I want generate an audible triangle wave with a simple RC integrator circuit. I don't know a whole lot about these circuits, but it's to my understanding that typically, at frequencies lower than 50KHz (I think) the circuit produces either an output basically identical to the input, or a distorted triangle. At high frequencies, the output is a smooth triangle waveform. It's also to my understanding that the circuit does not have much effect on low frequencies because it is a low pass filter. So, I have two questions:

1. Can I use an abnormally large (for this application) capacitor to produce a triangle wave within the audio frequency range? If so, how large would it need to be?

2. This circuit is a low pass filter. It allows low frequencies to pass (altering them only slightly), but distorts medium and high frequencies, coincidentally, into triangular waves. If I use a high pass filter, will high frequencies not be distorted and lower (audible) frequencies be contorted into triangular waveforms? Could this be more practical than using a giant capacitor?

 

An RC integrator can be used to convert a square wave to a triangular wave but only over a narrow range of frequencies.

The reason for this is because the time-constant of RC is fixed, that is, the slope of the triangular wave remains constant for all frequencies. The effect of this is that the amplitude of the triangular wave will increase linearly with the period of the square wave. In other words, the amplitude of the triangular wave will decrease as the frequency goes up.

Using a large value capacitor has the immediate effect of increasing the RC time constant. This is going to push down the useful range of frequency of your triangular waveform.

What you really want to do is to be able to alter the RC time-constant with frequency.

 

I want generate an audible triangle wave with a simple RC integrator circuit.

You can use an RC integrator as part of a triangle wave generator, but the circuit won't be as simple as you'd probably like .
Here's an example of a typical circuit.

R1, C1 and IC2 are the integrator. IC1 is configured as a Schmitt trigger.

 

You can use an RC integrator as part of a triangle wave generator, but the circuit won't be as simple as you'd probably like .
Here's an example of a typical circuit.
View attachment 132324
R1, C1 and IC2 are the integrator. IC1 is configured as a Schmitt trigger.

Thanks. I was planning on using a 555 timer to generate the square wave, would it be possible to integrate that into this circuit? And also, if I feed the triangle into another identical filter, will I get a sine wave out?

 

Thanks. I was planning on using a 555 timer to generate the square wave, would it be possible to integrate that into this circuit? And also, if I feed the triangle into another identical filter, will I get a sine wave out?

Depending on your application you may be able to use the signal from pin-6 of the 555-timer circuit.

 

Depending on your application you may be able to use the signal from pin-6 of the 555-timer circuit.

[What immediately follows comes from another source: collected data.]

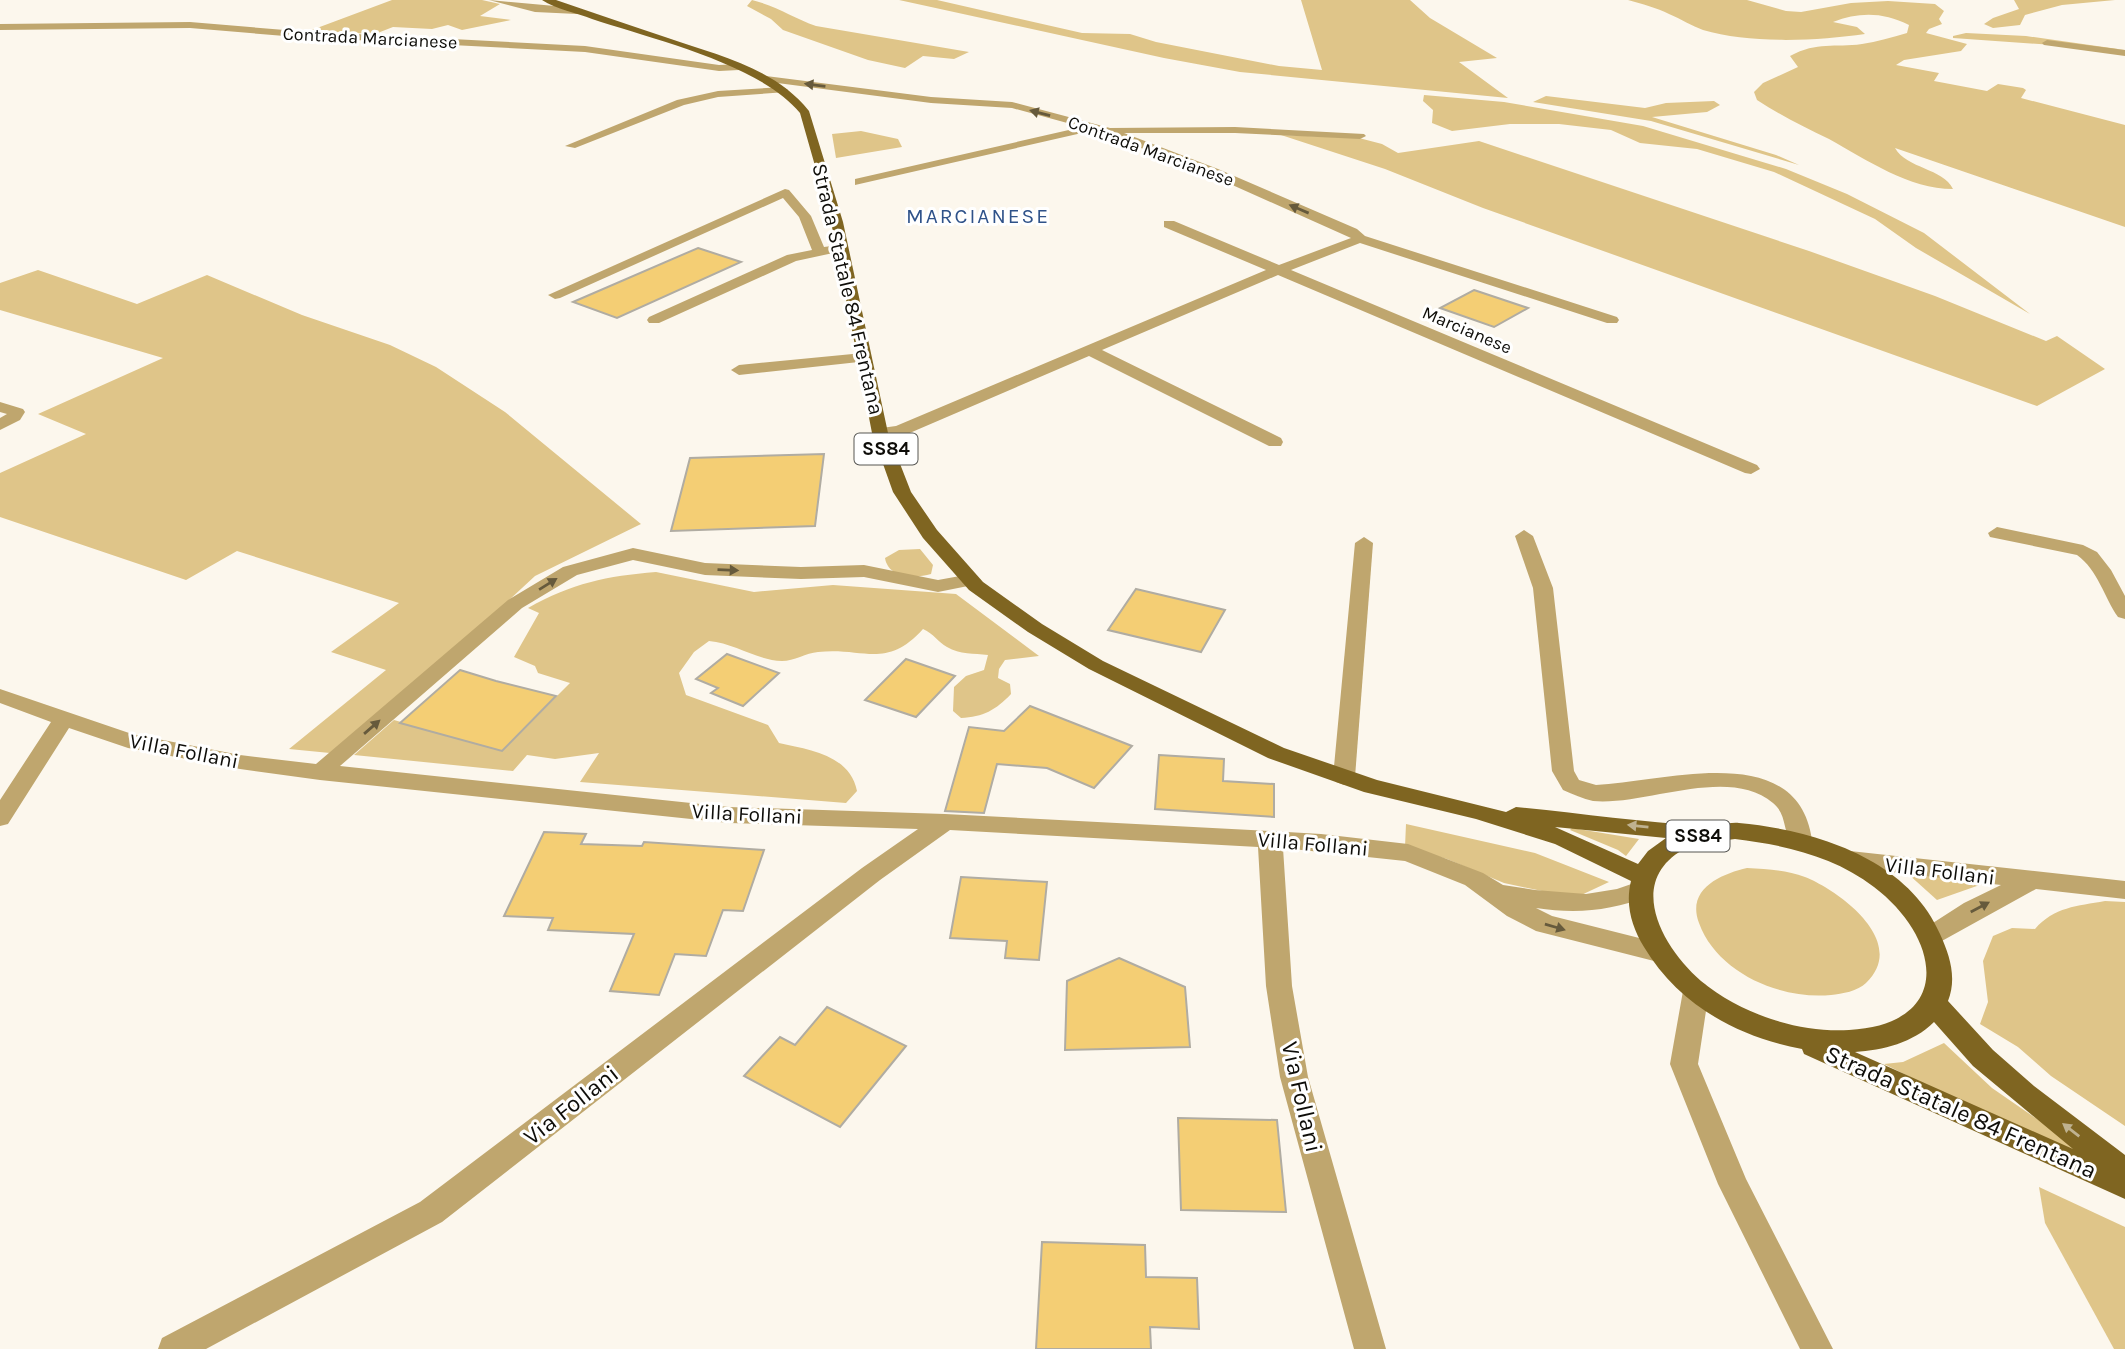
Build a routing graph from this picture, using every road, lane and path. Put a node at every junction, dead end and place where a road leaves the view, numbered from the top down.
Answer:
1 (495, 0) edge
2 (547, 0) edge
3 (577, 11) junction
4 (0, 27) edge
5 (2047, 43) dead end
6 (2125, 53) edge
7 (739, 67) junction
8 (766, 79) junction
9 (783, 90) junction
10 (1102, 129) junction
11 (1360, 136) dead end
12 (571, 146) dead end
13 (859, 181) dead end
14 (1169, 224) dead end
15 (1360, 239) junction
16 (842, 247) junction
17 (819, 250) junction
18 (1276, 271) junction
19 (555, 295) dead end
20 (654, 320) dead end
21 (1612, 320) dead end
22 (1089, 350) junction
23 (863, 358) junction
24 (739, 370) dead end
25 (0, 407) edge
26 (0, 425) edge
27 (880, 433) junction
28 (1275, 442) dead end
29 (1751, 469) dead end
30 (1997, 534) dead end
31 (1524, 536) dead end
32 (1364, 543) dead end
33 (971, 580) junction
34 (2125, 613) edge
35 (0, 696) edge
36 (64, 719) junction
37 (320, 772) junction
38 (1344, 777) junction
39 (1479, 812) junction
40 (0, 818) edge
41 (945, 822) junction
42 (1705, 834) junction
43 (1270, 839) junction
44 (1800, 841) junction
45 (1850, 860) junction
46 (2031, 881) junction
47 (1642, 884) junction
48 (2125, 890) edge
49 (1497, 893) junction
50 (1931, 937) junction
51 (1658, 951) junction
52 (1696, 991) junction
53 (1934, 1003) junction
54 (1797, 1038) junction
55 (2125, 1172) edge
56 (2125, 1186) edge
57 (174, 1349) edge
58 (1370, 1349) edge
59 (1817, 1349) edge

1 - 3 street
2 - 3 main road, Strada Statale 84 Frentana / SS84
3 - 7 main road, Strada Statale 84 Frentana / SS84
4 - 7 street, Contrada Marcianese
5 - 6 street
7 - 8 main road, Strada Statale 84 Frentana / SS84
8 - 9 main road, Strada Statale 84 Frentana / SS84
10 -> 8 street, Contrada Marcianese
9 - 12 street
9 - 16 main road, Strada Statale 84 Frentana / SS84
10 - 11 street
10 - 13 street
15 -> 10 street, Contrada Marcianese
14 - 18 street, Marcianese
15 - 18 street
15 - 21 street, Contrada Marcianese
16 - 17 street
16 - 23 main road, Strada Statale 84 Frentana / SS84
17 - 19 street
17 - 20 street
18 - 22 street
18 - 29 street, Marcianese
22 - 27 street
22 - 28 street
23 - 24 street
23 - 27 main road, Strada Statale 84 Frentana / SS84
25 - 26 street
27 - 33 main road, Strada Statale 84 Frentana / SS84
30 - 34 street
31 - 44 street
32 - 38 street
37 -> 33 street
33 - 38 main road, Strada Statale 84 Frentana / SS84
35 - 36 street, Villa Follani
36 - 37 street, Villa Follani
36 - 40 street
37 - 41 street, Villa Follani
38 - 39 main road, Strada Statale 84 Frentana / SS84
42 -> 39 main road, Strada Statale 84 Frentana / SS84
39 - 47 main road, Strada Statale 84 Frentana / SS84
41 - 43 street, Villa Follani
41 - 57 street, Via Follani
42 - 44 main road, SS84
42 - 47 main road, SS84
43 - 49 street, Villa Follani
43 - 58 street, Via Follani
44 - 45 main road, SS84
45 - 46 street, Villa Follani
45 - 50 main road, SS84
46 - 48 street, Villa Follani
50 -> 46 street, Villa Follani
47 - 49 street, Villa Follani
47 - 51 main road
49 -> 51 street, Villa Follani
50 - 53 main road, SS84
51 - 52 main road
52 - 54 main road
52 - 59 street
53 - 54 main road
55 -> 53 main road, Strada Statale 84 Frentana
54 - 56 main road, Strada Statale 84 Frentana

Thanks, but according to my research, putting a load on that line ruins the signal (I could be wrong) and I'd like to put the signal out to a piezoelectric buzzer or even drive a speaker. I'm sure I could make another little circuit to get around that but anyway, that wave looks a little sharp, and I'd like a nice even triangle if possible. But I appreciate the suggestion.

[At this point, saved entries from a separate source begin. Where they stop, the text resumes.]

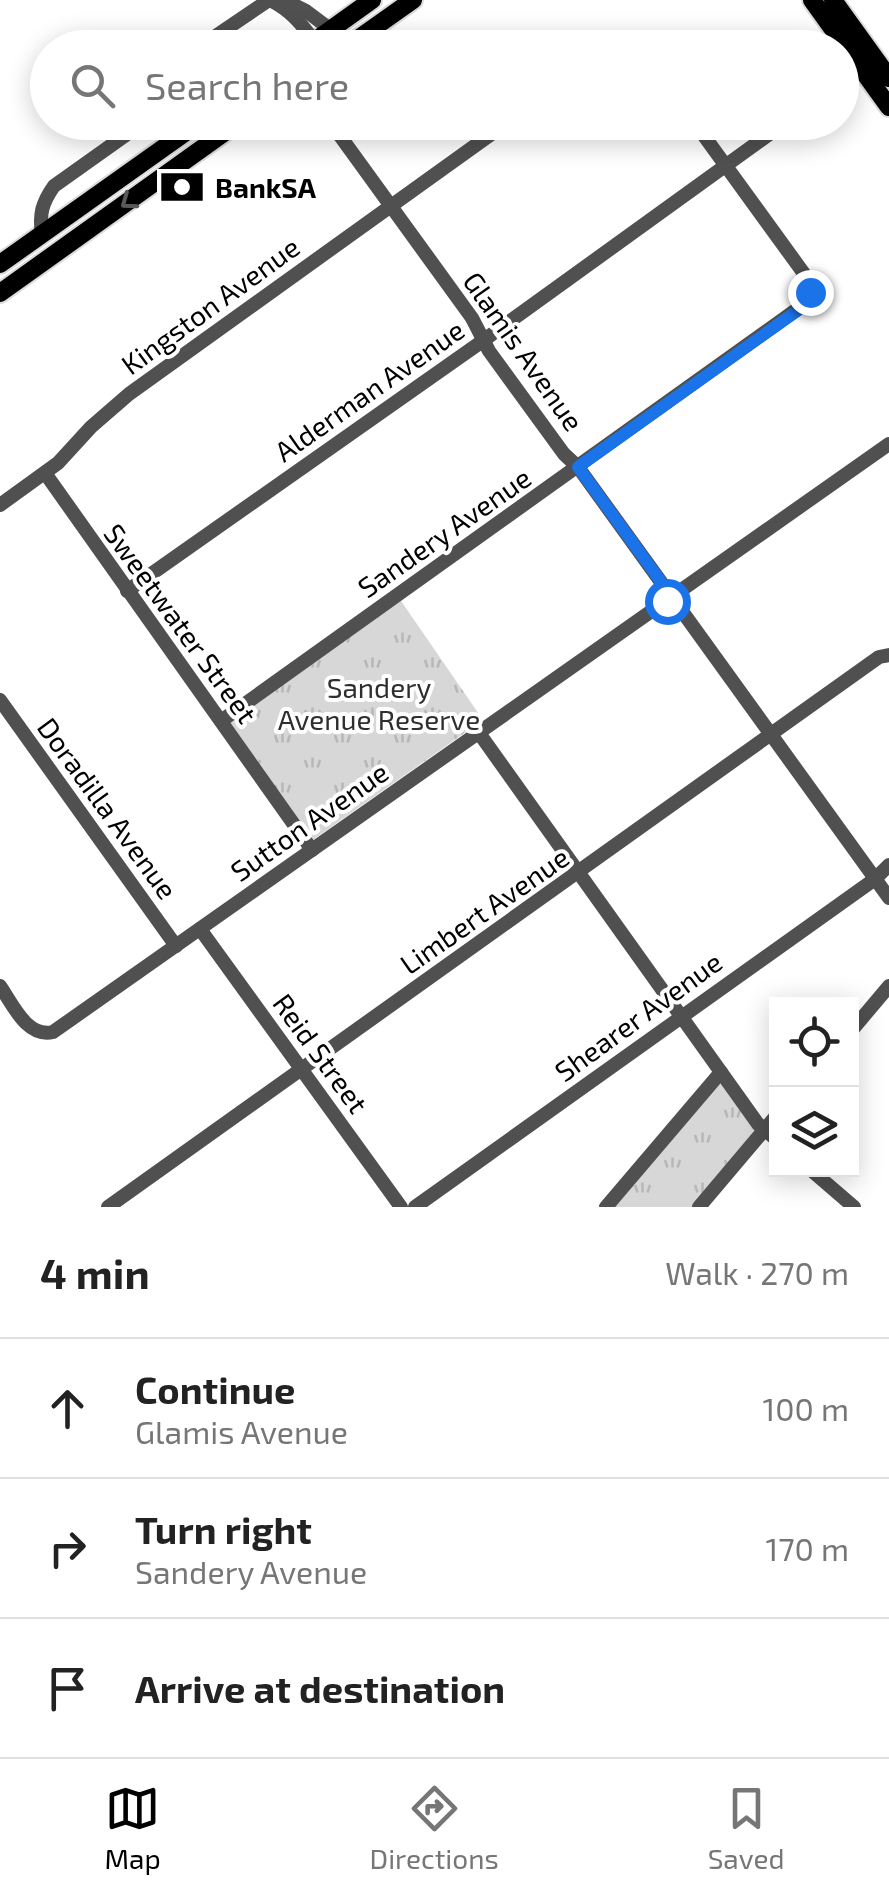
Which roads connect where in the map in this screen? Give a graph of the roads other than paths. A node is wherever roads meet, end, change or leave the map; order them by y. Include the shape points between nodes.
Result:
1 (238, 0) edge
2 (269, 0) edge
3 (280, 0) edge
4 (372, 0) edge
5 (392, 0) edge
6 (413, 0) edge
7 (812, 0) edge
8 (833, 0) edge
9 (236, 21) junction
10 (223, 30) edge
11 (312, 30) edge
12 (318, 30) edge
13 (339, 30) edge
14 (345, 30) edge
15 (351, 30) edge
16 (839, 30) edge
17 (850, 30) edge
18 (859, 47) edge
19 (859, 53) edge
20 (868, 63) junction
21 (859, 70) edge
22 (889, 78) edge
23 (889, 107) edge
24 (119, 140) edge
25 (175, 140) edge
26 (214, 140) edge
27 (343, 140) edge
28 (483, 140) edge
29 (707, 140) edge
30 (761, 140) edge
31 (725, 166) junction
32 (391, 206) junction
33 (42, 235) junction
34 (0, 264) edge
35 (0, 293) edge
36 (484, 340) junction
37 (889, 444) edge
38 (578, 467) junction
39 (45, 474) junction
40 (0, 505) edge
41 (126, 592) junction
42 (672, 597) junction
43 (889, 655) edge
44 (0, 700) edge
45 (221, 722) junction
46 (479, 733) junction
47 (772, 734) junction
48 (312, 850) junction
49 (889, 865) edge
50 (579, 873) junction
51 (875, 878) junction
52 (889, 898) edge
53 (200, 928) junction
54 (176, 946) junction
55 (0, 986) edge
56 (889, 986) edge
57 (682, 1015) junction
58 (859, 1022) edge
59 (302, 1068) junction
60 (721, 1072) junction
61 (769, 1132) edge
62 (769, 1136) edge
63 (819, 1177) edge
64 (108, 1207) edge
65 (401, 1207) edge
66 (415, 1207) edge
67 (606, 1207) edge
68 (699, 1207) edge
69 (854, 1207) edge

1 - 9 street
2 - 9 street
2 - 11 street
3 - 12 street via 306,11
4 - 13 main road
5 - 14 main road
6 - 15 main road
7 - 16 main road
8 - 17 main road
9 - 10 street
18 - 20 main road
19 - 20 main road
20 - 21 street
20 - 22 main road
20 - 23 main road
24 - 33 street via 54,186 40,214
25 - 33 main road
26 -> 35 main road
27 - 32 street, Glamis Avenue
28 - 32 street, Kingston Avenue
29 - 31 street
30 - 31 street, Alderman Avenue
31 - 36 street, Alderman Avenue
31 - 38 street, Sandery Avenue via 805,275 808,299
32 - 36 street, Glamis Avenue
32 - 39 street, Kingston Avenue via 129,394
33 - 34 main road
36 - 38 street, Glamis Avenue
36 - 41 street, Alderman Avenue
37 - 42 street, Sutton Avenue
38 - 42 street, Glamis Avenue
38 - 45 street, Sandery Avenue
39 - 40 street, Kingston Avenue
39 - 41 street, Sweetwater Street
41 - 45 street, Sweetwater Street
42 - 46 street, Sutton Avenue
42 - 47 street, Glamis Avenue
43 - 47 street, Limbert Avenue
44 - 54 street, Doradilla Avenue
45 - 48 street, Sweetwater Street
46 - 48 street, Sutton Avenue
46 - 50 street
47 - 50 street, Limbert Avenue
47 - 51 street, Glamis Avenue
48 - 53 street, Sutton Avenue
49 - 51 street, Shearer Avenue
50 - 57 street
50 - 59 street, Limbert Avenue
51 - 52 street, Glamis Avenue
51 - 57 street, Shearer Avenue
53 - 54 street, Sutton Avenue
53 - 59 street, Reid Street
54 - 55 street, Sutton Avenue via 53,1032 30,1028
56 - 58 street
57 - 60 street
57 - 66 street, Shearer Avenue
59 - 64 street, Limbert Avenue
59 - 65 street, Reid Street
60 - 61 street
60 - 67 street
62 - 68 street
63 - 69 street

I guess I'll probably make a generator like Alec's and forgo the 555. But if I feed the triangle into another identical filter, can I get a sine wave? If not, what would come out?

 

Thanks, but according to my research, putting a load on that line ruins the signal (I could be wrong) and I'd like to put the signal out to a piezoelectric buzzer or even drive a speaker. I'm sure I could make another little circuit to get around that but anyway, that wave looks a little sharp, and I'd like a nice even triangle if possible. But I appreciate the suggestion.

I guess I'll probably make a generator like Alec's and forgo the 555. But if I feed the triangle into another identical filter, can I get a sine wave? If not, what would come out?

I said that it depends on your application.
Why do you need a triangular wave?

What do you mean by "sharp"?
Stretch it out in time and you will see it doesn't look as "sharp".

If you just want to listen to the waveform I assume you will tap off the signal from pin-6 with a high impedance load, right?

What is the input impedance of your piezoelectric transducer or your speaker?
You are going to use an active powered speaker, right?

As long as your input impedance is at least ten times the value of the resistances in the 555-timer circuit then you wouldn't see or hear a difference.

 

I said that it depends on your application.
Why do you need a triangular wave?

What do you mean by "sharp"?
Stretch it out in time and you will see it doesn't look as "sharp".

If you just want to listen to the waveform I assume you will tap off the signal from pin-6 with a high impedance load, right?

What is the input impedance of your piezoelectric transducer or your speaker?
You are going to use an active powered speaker, right?

As long as your input impedance is at least ten times the value of the resistances in the 555-timer circuit then you wouldn't see or hear a difference.

I just wanted to figure out how to produce audible triangle wave. That's my application. What I meant by "sharp" was that it is a slight ramp, but I suppose it's impossible to get a perfect triangle in reality, and I guess you're right, it would be less noticeable if it were stretched. I'm not sure about the input impedance of a piezoelectric transducer, but if I were to use a speaker it'd be a typical 8 ohm speaker. I'm not even sure if I'm going to build the circuit, I'm just trying to learn more about waveforms and waveform generators, so all of this is hypothetical. I guess I shouldn't have been so picky about the slight ramp, but I digress. Thank you for your help and suggestions.